Curtiss Zeus V8. Curtiss.
Curtiss Zeus V8.
Curtiss Zeus V8.
Curtiss Zeus V8.
Curtiss Zeus V8. 12 Bilder

Curtiss Zeus V8

Elektro-Motorrad meets V8

Mit der Zeus hatte Curtiss bereits 2018 seinen ersten Elektro-Prototypen vorgestellt. Nun folgt ein weiterer Prototyp, bei dem die Batterien in Form eines V8-Motors am Motorrad angebracht wurden.

Aufmerksamen Lesern von motorradonline.de dürfte der Hersteller Curtiss ein Begriff sein. Curtiss entstand im Jahr 2017 und war zuvor unter dem Namen Confederate bekannt. Da sich der Hersteller zukünftig voll und ganz auf die Entwicklung von Elektromotorrädern spezialisieren möchte, entschied man sich gleich dazu, den Firmennamen zu ändern. Zuvor war der Hersteller für spektakuläre und benzin-betriebene Motorräder bekannt.

Produktionsstart der Zeus V8 bereits 2020?

Nachdem 2018 ein erster Elektro-Prototyp auf die Räder gestellt wurde, folgt nun eine weitere Variante. Das besondere am kürzlich vorgestellten Prototypen ist der Aufbau des Batterienblocks, der an einen V8-Motor erinnert. Bei der Entwicklung orientierten sich die Designer am Bike von Glenn H. Curtiss, der im Jahre 1907 einen Geschwinigkeits-Rekord mit seinem V8-Bike aufstellte.

Curtiss Zeus V8.
Curtiss.
Der Batterienblock des zweiten Prototyps ähnelt optisch einem V8-Motor.

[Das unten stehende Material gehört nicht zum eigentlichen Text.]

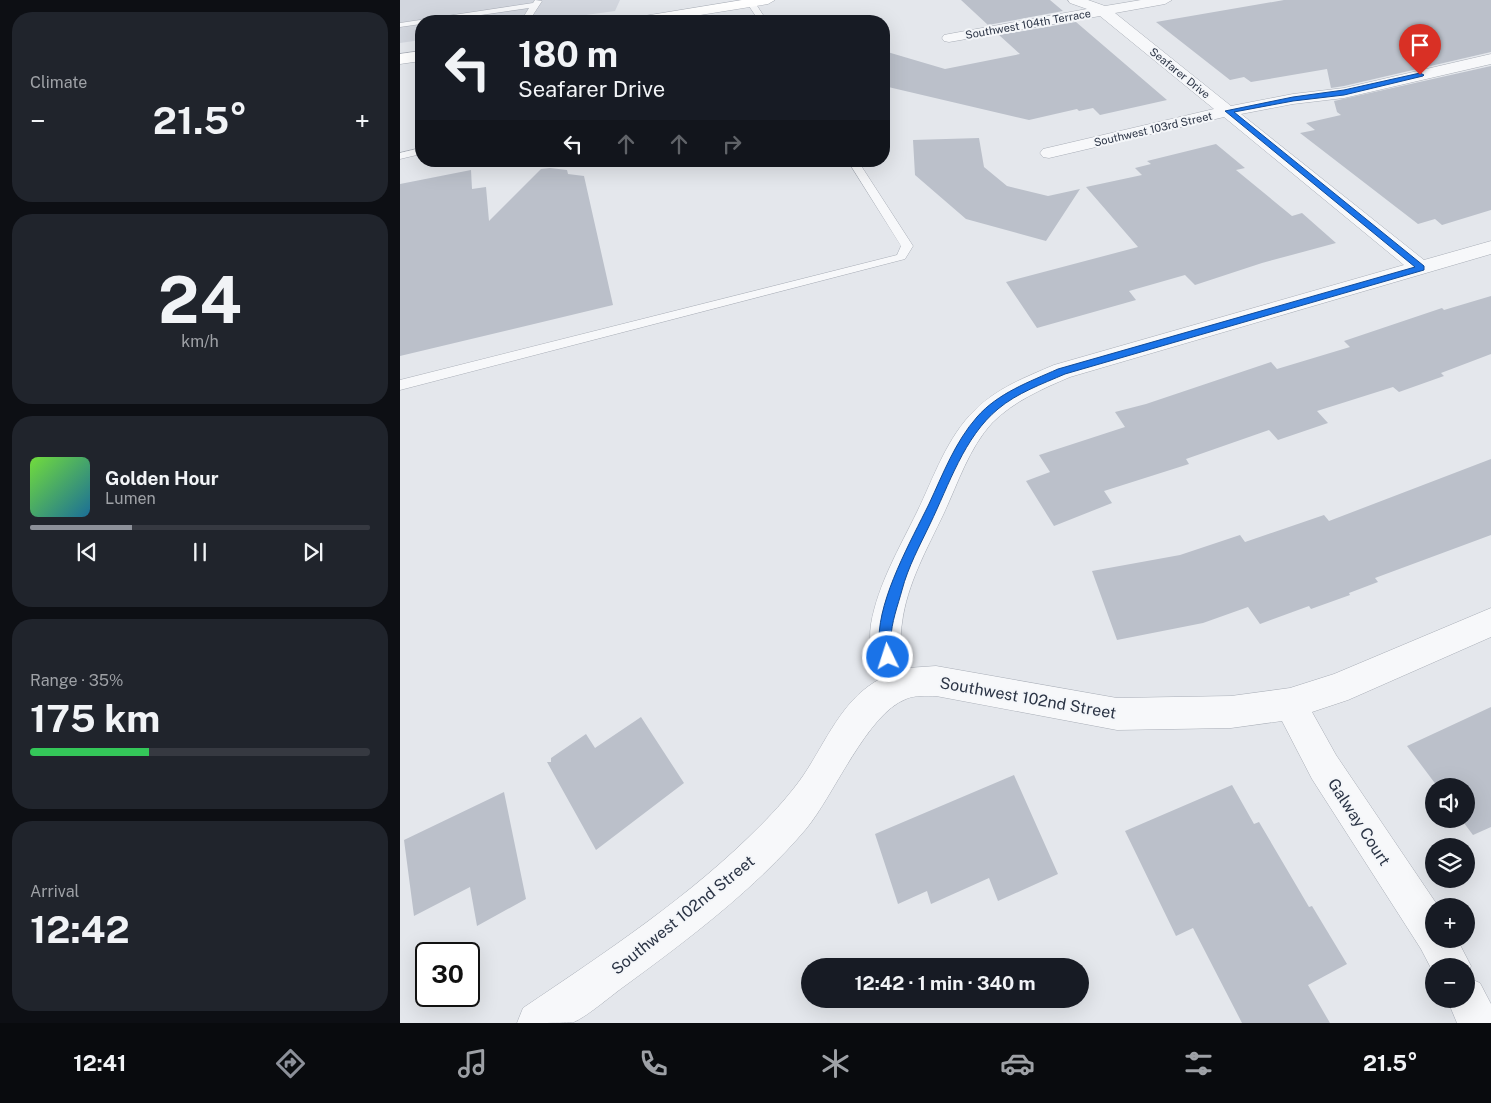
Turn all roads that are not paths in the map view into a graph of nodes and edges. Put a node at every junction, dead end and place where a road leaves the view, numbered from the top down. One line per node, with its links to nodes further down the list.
1 (675, 0): 8 (main road)
2 (768, 0): 6 (main road)
3 (1075, 0): 7 (street, Seafarer Drive)
4 (1165, 0): 7 (street, Southwest 104th Terrace)
5 (537, 3): 9 (lane); 10 (lane)
6 (751, 3): 8 (main road); 12 (lane)
7 (1100, 5): 15 (street, Southwest 104th Terrace); 19 (street, Seafarer Drive)
8 (682, 14): 11 (main road)
9 (465, 15)
10 (528, 15)
11 (647, 15)
12 (759, 15)
13 (415, 23): 14 (lane)
14 (400, 25)
15 (949, 38)
16 (415, 57): 17 (main road)
17 (400, 59)
18 (1491, 59): 19 (street, Southwest 103rd Street)
19 (1229, 111): 21 (street, Southwest 103rd Street); 25 (street, Seafarer Drive)
20 (415, 152): 22 (lane)
21 (1049, 153)
22 (400, 156)
23 (857, 167): 26 (lane)
24 (1491, 247): 25 (street)
25 (1421, 268): 28 (street)
26 (400, 385)
27 (1491, 622): 29 (street, Southwest 102nd Street)
28 (899, 686): 29 (street, Southwest 102nd Street); 32 (street, Southwest 102nd Street)
29 (1290, 704): 30 (street, Galway Court)
30 (1425, 921)
31 (1472, 1008): 33 (street)
32 (538, 1023)
33 (1479, 1023)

Beim Motor setzt Curtiss dieses Mal auf die P 400 R Serie von Yasa. Beim ersten Prototypen kam noch ein Antrieb von Zero zum Einsatz. Der neue Motor soll satte 217 PS leisten. Die acht Akku-Blöcke stellen eine Kapazität von 16,8 kWh zur Verfügung. Die Zeus V8, die angeblich bereits im kommenden Jahr produziert werden soll, soll 75.000 US-Dollar kosten. Dafür bekommen Käufer allerdings feinste Bauteile aus Karbon, Aluminium und Titanium.

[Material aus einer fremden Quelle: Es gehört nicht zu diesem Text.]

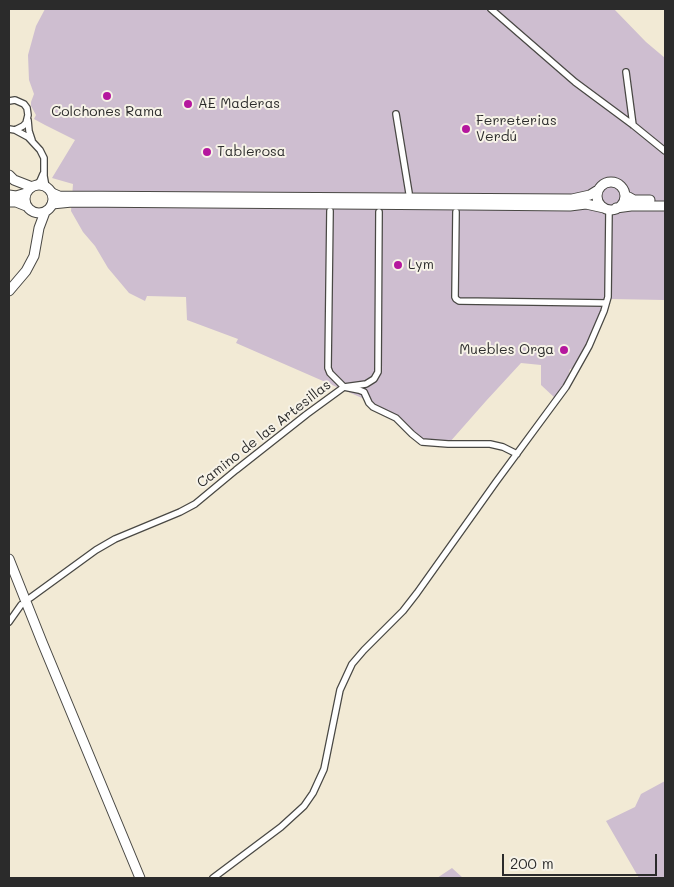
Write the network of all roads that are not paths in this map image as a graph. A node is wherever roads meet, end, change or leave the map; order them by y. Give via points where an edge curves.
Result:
1 (491, 9) edge
2 (626, 72) dead end
3 (10, 100) edge
4 (396, 114) dead end
5 (28, 119) junction
6 (633, 125) junction
7 (12, 130) edge
8 (33, 142) junction
9 (665, 151) edge
10 (9, 175) edge
11 (38, 189) junction
12 (598, 190) junction
13 (409, 193) dead end
14 (9, 195) edge
15 (624, 195) junction
16 (665, 200) edge
17 (9, 202) edge
18 (52, 204) junction
19 (26, 206) junction
20 (665, 206) edge
21 (610, 209) junction
22 (330, 211) dead end
23 (45, 212) junction
24 (379, 212) dead end
25 (456, 212) dead end
26 (9, 291) edge
27 (606, 303) junction
28 (344, 387) junction
29 (517, 454) junction
30 (9, 559) edge
31 (30, 598) dead end
32 (22, 605) dead end
33 (9, 622) edge
34 (140, 878) edge
35 (213, 878) edge

1 - 6 street via 575,82
2 - 6 street
3 - 5 street via 24,104
4 - 13 street
5 - 7 street via 23,126
5 - 8 street
6 - 9 street
7 - 8 street
8 - 11 street via 44,158
10 - 11 main road
11 - 12 main road via 59,196 572,199
11 - 14 main road
11 - 18 main road via 53,197
11 - 19 main road via 25,197
12 - 15 main road via 613,182 621,186
12 - 21 main road via 600,206
15 - 16 main road via 634,200
15 - 21 main road via 622,204
17 - 19 main road
18 - 21 main road via 586,204
18 - 23 main road
19 - 23 main road via 32,212
20 - 21 main road
21 - 27 street
22 - 28 street via 328,368
23 - 26 main road via 34,256
24 - 28 street via 378,372 366,384
25 - 27 street via 455,297 459,301
27 - 29 street via 589,346 566,387
28 - 29 street, Camino de las Artesillas via 364,392 373,407 396,418 422,442 495,444
28 - 31 street, Camino de las Artesillas via 195,504 111,541
29 - 35 street via 403,611 352,664 340,690 324,770 304,806
30 - 34 main road
32 - 33 street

Elektro-Motor von Zero beim ersten Prototypen

Bereits 2018 hatte Curtiss einen ersten Elektro-Prototypen auf die Räder gestellt. Beim Antrieb setzte Curtiss damals auf zwei kombinierte Elektromotoren von Zero, die im Zusammenspiel um die 175 PS bereitstellen sollen. Das maximale Drehmoment liegt laut Hersteller bei 393 Newtonmeter. Betrachtet man den ersten Prototypen von vorne, erinnert er aufgrund der beiden abstehenden Blöcke, in denen sich die Batterien befinden, ein wenig an Bikes mit einem Boxer-Motor. Curtiss hat angekündigt, auch zukünftige Modelle mit Batterieblöcken auszustatten, die optisch an klassische Motorformen erinnern. Dass es sich dabei nicht um leere Versprechungen handelt, zeigt der V8-Prototyp.

Curtiss
2018 wurde ein erstes Prototyp vorgestellt.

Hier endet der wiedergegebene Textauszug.